- [INPUT]:
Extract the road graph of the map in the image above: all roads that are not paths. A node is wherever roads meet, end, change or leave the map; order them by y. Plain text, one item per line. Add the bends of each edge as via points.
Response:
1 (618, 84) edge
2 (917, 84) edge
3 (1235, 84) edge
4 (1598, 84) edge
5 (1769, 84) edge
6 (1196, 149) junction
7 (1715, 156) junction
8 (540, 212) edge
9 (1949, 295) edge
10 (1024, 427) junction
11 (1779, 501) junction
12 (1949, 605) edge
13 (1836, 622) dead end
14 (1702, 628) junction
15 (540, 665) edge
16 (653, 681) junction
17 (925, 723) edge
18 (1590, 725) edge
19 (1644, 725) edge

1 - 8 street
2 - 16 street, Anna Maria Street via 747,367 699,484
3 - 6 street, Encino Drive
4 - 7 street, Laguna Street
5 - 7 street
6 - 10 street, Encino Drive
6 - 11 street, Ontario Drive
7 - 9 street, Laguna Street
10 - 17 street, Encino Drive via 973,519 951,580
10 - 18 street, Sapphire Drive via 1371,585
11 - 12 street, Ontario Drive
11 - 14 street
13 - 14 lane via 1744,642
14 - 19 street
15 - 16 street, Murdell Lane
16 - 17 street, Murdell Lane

- [EXERCISE PROMPT]: Repeat the listing exactly, leaving nothing out.

- [PROBLEM SOLUTION]:
Extract the road graph of the map in the image above: all roads that are not paths. A node is wherever roads meet, end, change or leave the map; order them by y. Plain text, one item per line. Add the bends of each edge as via points.
Response:
1 (618, 84) edge
2 (917, 84) edge
3 (1235, 84) edge
4 (1598, 84) edge
5 (1769, 84) edge
6 (1196, 149) junction
7 (1715, 156) junction
8 (540, 212) edge
9 (1949, 295) edge
10 (1024, 427) junction
11 (1779, 501) junction
12 (1949, 605) edge
13 (1836, 622) dead end
14 (1702, 628) junction
15 (540, 665) edge
16 (653, 681) junction
17 (925, 723) edge
18 (1590, 725) edge
19 (1644, 725) edge

1 - 8 street
2 - 16 street, Anna Maria Street via 747,367 699,484
3 - 6 street, Encino Drive
4 - 7 street, Laguna Street
5 - 7 street
6 - 10 street, Encino Drive
6 - 11 street, Ontario Drive
7 - 9 street, Laguna Street
10 - 17 street, Encino Drive via 973,519 951,580
10 - 18 street, Sapphire Drive via 1371,585
11 - 12 street, Ontario Drive
11 - 14 street
13 - 14 lane via 1744,642
14 - 19 street
15 - 16 street, Murdell Lane
16 - 17 street, Murdell Lane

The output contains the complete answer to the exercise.